V.D. : Selon moi, le site marchand et le click & collect sont fondamentaux. Proposer de la vente en ligne, une livraison en 1 heure, ce genre de services va connaître une révolution dans les cinq ans à venir. Je suis persuadé qu’il faut y aller. Un exemple : un énorme acteur polonais (InPost, N.D.L.R.) arrive sur le marché français avec un système de consignes réfrigérées, ouvrable avec un code. Cela va révolutionner la façon de faire ses courses en général. Demain, on peut imaginer les médicaments d’une ordonnance préparés et installés dans ces box accessibles depuis l’extérieur de l’officine.

P.M. : Comment s’adapter face à une clientèle de personnes âgées ?
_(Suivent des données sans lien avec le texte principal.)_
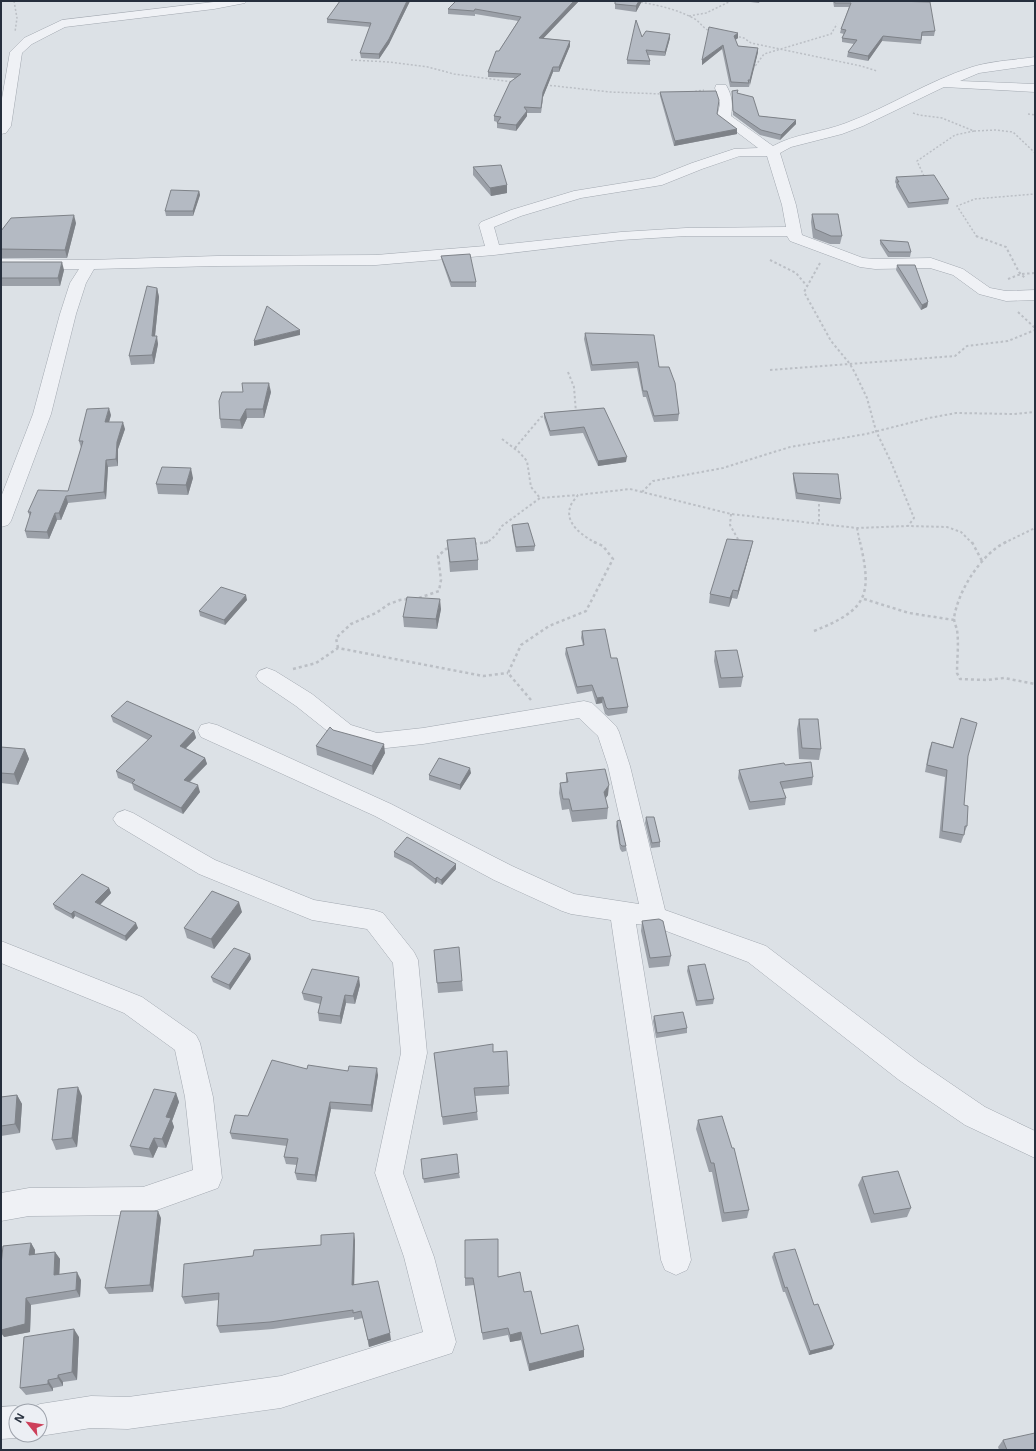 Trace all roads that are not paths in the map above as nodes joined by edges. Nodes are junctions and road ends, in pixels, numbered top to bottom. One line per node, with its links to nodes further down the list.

V.D. : Ce n’est pas la question. Regardez Medissimo, qui a gagné le Prix 2014 de l’Innovation du salon Consumer Electronics Show (CES) dans la catégorie Health & Fitness pour son pilulier connecté. Ce pilulier redonne un sens extraordinaire à la relation entre le pharmacien et le patient. Cette boîte, remplie par l’officinal, est connectée au wifi et au smartphone de la personne âgée. Ensuite, à chaque utilisation, le pilulier peut, selon les besoins, enregistrer l’action dans une base de données, envoyer un sms à la famille… Si le patient oublie de prendre son comprimé, le système alerte le pharmacien ou des proches etc. Ce service est vendu par le pharmacien. Ce dernier devient le professionnel qui favorise la connectivité. Tous ces objets connectés vont révolutionner la pharmacie.

Biographie

Ingénieur de formation, ce « pur produit digital » comme il se définit lui-même, Vincent Druguet a réalisé l’essentiel de sa carrière en agence de communication : FullSix, DDB, Rapp Collins, avant d’intégrer Digitas en 2007. Il est aujourd’hui directeur général adjoint de DigitasLBi, l’agence digitale du groupe Publicis, spécialisée dans la transformation digitale des commerces. DigitalLBI édite depuis quatre ans un Baromètre annuel de l’expérience marchande connectée. Objectif : comprendre l’évolution de l’usage de l’Internet dans le cadre d’achats en magasins physiques.